Vor knapp sechs Wochen ist mit der Gesundheits-App Vivy diejenige gelauncht worden, die der bislang größte Kreis an Menschen in Deutschland nutzen könnte: 13,5 Millionen Menschen sind versichert bei den beteiligten gesetzlichen wie privaten Krankenversicherungen, die sie anbieten. Darunter sind die DAK, verschiedene Innungskrankenkassen, die BertelsmannBKK, Gothaer, Barmenia und Allianz. Letztere ist auch als Gesellschafter mit 70 Prozent beteiligt an der Betreiberfirma der App, der in Berlin ansässigen Vivy GmbH.

Eine E-Mail am Morgen

Die hat am 22. September, fünf Tage nach dem Start der App, morgens um 9.45 Uhr eine Mail der schweizerisch-deutschen IT-Sicherheitsfirma modzero erhalten. Der Inhalt des Schreibens musste alarmierend sein: Die Vivy-App, verfügbar für die Smartphone-Betriebssysteme Android und iOS enthalte nach einer Analyse von modzero schwerwiegende Schwachstellen in Sachen Datensicherheit. Schon 75 Minuten später, um 11 Uhr, sprachen Vertreterinnen und Vertreter beider Unternehmen erstmals miteinander während einer Telefonkonferenz.

Die Kommunikation ging in den Wochen seither weiter, am 24. September zum Beispiel traf man sich zu einem Gespräch in Berlin. Währenddessen war die App die ganze Zeit herunterladbar und anwendbar, ohne dass Nutzerinnen und Nutzer von der laufenden Sicherheitsanalyse und möglichen Schwachstellen erfuhren.

Es ging ja nicht um einen tatsächlichen Hack. Niemand Unbefugtes war erkennbar von außen in das System hinter der App eingedrungen. Dort wo Versicherte ihre gesamte elektronische Gesundheitsakte speichern und Dokumente daraus beispielsweise an ihre Ärzte weiterleiten können. Es ging um die Frage, ob jemand hätte eindringen können, wenn er denn gewollt hätte.

Die Antwort der IT-Firma lautet: Gleich an mehreren Stellen wäre das möglich gewesen. Martin Tschirsich, ein bei modzero beschäftigter IT-Security-Analyst, hatte kurz nach dem Launch der App im September "schwere Sicherheitsmängel sowohl in der Smartphone-App als auch in der Cloud-Plattform und der Browser-Anwendung für Ärzte" gefunden – mithin also an allen nur erdenklichen Punkten, an denen Hacker ansetzen könnten. Dabei wirbt die Vivy GmbH offensiv damit, dass Patientendaten in der App durch sichere Authentifizierungsmethoden und Verschlüsselung vor unberechtigtem Zugriff geschützt seien.
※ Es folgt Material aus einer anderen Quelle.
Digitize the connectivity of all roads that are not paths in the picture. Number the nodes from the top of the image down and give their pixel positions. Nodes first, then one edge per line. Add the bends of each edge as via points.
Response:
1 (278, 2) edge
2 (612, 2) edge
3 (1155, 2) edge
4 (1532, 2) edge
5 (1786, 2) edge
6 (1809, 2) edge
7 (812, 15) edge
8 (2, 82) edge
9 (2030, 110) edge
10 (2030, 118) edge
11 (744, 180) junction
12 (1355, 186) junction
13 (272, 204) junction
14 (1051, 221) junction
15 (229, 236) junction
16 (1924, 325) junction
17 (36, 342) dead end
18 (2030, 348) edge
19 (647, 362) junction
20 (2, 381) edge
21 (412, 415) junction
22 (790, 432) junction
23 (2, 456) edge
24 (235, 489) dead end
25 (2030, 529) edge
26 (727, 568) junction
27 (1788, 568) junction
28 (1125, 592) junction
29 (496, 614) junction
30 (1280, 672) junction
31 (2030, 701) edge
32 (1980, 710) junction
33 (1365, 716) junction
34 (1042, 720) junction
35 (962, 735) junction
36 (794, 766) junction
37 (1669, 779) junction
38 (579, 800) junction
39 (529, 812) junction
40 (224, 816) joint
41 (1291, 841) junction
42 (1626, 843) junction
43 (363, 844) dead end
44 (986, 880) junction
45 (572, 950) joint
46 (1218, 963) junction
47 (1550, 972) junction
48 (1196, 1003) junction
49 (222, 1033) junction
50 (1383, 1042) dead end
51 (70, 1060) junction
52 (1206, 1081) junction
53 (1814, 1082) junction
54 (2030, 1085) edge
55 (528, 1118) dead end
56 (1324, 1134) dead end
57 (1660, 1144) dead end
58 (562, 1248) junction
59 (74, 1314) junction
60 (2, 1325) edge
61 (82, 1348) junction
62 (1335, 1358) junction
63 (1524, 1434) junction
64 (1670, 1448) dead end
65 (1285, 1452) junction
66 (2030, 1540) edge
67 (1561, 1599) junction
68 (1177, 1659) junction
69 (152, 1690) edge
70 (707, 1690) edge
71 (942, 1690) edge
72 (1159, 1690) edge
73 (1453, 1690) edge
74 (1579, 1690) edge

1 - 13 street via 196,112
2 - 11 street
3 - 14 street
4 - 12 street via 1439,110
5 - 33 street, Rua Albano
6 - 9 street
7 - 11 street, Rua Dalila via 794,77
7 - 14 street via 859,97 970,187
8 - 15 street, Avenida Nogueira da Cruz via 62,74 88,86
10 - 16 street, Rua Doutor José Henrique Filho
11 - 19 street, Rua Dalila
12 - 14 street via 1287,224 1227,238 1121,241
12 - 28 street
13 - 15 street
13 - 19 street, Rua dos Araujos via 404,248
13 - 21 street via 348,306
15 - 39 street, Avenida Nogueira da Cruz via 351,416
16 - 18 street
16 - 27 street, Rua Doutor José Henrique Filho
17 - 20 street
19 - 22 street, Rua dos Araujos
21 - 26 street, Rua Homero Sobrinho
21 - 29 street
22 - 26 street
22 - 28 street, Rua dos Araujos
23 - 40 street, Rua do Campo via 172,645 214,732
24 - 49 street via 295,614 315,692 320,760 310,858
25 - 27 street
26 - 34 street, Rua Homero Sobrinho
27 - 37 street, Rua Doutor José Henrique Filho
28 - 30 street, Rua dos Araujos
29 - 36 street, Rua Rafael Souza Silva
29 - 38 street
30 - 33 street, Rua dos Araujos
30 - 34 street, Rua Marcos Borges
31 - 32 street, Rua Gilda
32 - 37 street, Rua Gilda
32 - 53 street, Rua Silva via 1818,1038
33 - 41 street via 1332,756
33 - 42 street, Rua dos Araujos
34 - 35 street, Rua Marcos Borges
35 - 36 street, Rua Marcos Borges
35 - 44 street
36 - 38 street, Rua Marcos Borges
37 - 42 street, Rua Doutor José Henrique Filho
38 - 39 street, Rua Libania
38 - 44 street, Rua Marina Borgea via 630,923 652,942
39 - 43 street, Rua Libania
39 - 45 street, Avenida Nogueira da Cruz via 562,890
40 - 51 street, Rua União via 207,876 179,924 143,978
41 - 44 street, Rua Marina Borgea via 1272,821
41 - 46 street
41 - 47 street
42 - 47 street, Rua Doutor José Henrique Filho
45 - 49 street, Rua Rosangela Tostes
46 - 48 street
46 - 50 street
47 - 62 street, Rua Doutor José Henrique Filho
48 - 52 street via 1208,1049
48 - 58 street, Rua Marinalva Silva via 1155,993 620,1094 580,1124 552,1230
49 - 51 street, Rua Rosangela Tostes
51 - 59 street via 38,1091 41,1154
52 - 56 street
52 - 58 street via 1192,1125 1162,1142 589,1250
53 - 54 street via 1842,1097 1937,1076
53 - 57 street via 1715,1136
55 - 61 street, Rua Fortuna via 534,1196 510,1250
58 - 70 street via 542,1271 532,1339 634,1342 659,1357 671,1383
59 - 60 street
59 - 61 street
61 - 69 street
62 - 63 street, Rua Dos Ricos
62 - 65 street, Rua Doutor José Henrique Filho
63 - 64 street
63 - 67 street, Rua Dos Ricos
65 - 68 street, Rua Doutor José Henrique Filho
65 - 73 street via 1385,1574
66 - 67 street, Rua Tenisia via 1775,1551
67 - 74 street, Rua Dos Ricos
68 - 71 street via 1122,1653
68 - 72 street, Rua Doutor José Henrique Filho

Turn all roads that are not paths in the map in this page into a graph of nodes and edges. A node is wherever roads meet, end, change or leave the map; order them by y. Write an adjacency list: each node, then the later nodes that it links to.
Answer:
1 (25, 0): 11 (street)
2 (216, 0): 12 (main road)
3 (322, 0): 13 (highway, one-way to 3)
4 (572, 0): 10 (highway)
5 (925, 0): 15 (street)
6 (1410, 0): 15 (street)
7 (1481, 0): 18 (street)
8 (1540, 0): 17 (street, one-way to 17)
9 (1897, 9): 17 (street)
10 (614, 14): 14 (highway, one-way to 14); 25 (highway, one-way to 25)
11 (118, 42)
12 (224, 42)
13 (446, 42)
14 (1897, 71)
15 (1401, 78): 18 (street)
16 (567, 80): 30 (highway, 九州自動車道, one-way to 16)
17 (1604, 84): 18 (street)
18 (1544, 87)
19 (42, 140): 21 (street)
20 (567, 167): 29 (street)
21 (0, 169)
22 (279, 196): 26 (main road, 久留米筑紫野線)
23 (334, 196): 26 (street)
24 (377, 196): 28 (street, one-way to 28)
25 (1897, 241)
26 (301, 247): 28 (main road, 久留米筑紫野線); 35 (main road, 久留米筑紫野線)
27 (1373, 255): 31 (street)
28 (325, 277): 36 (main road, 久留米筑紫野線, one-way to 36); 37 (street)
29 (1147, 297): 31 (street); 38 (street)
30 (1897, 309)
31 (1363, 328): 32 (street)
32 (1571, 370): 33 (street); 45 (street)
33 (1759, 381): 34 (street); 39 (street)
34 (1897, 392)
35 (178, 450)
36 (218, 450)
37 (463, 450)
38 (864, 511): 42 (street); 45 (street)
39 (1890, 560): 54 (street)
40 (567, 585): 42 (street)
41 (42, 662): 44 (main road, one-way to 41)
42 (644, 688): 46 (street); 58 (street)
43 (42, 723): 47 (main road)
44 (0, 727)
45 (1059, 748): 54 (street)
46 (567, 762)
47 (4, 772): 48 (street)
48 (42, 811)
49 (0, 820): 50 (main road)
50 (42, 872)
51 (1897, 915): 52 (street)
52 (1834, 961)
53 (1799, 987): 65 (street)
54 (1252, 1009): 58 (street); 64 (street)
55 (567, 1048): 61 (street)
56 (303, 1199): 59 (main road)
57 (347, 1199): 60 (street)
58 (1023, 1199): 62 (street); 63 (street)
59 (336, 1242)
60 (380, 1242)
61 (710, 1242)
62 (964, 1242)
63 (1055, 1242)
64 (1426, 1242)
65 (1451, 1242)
Am 25. Oktober verfasste Thorsten Schröder, Geschäftsführer von modzero, die finale Version eines 35-seitigen Berichtes, den seine Firma umgehend an die Vivy GmbH sandte. Die Mängelliste, die modzero zur Vivy-App erstellt hat, ist lang. So seien etwa Informationen darüber, wer wann mit welchem Arzt Gesundheitsdaten geteilt hatte, "ungeschützt für jede Person lesbar im Internet" gewesen. Versicherte seien identifizierbar gewesen "anhand von Namen, Foto, E-Mailadresse, Geburtsdatum und Versichertennummer", auch die Namen der von ihnen kontaktierten Medizinerinnen und Ärzte seien auslesbar gewesen. Schlimmer noch: "Unbefugte konnten über das Internet alle Dokumente, die an einen Arzt gesendet werden sollten, abfangen und entschlüsseln."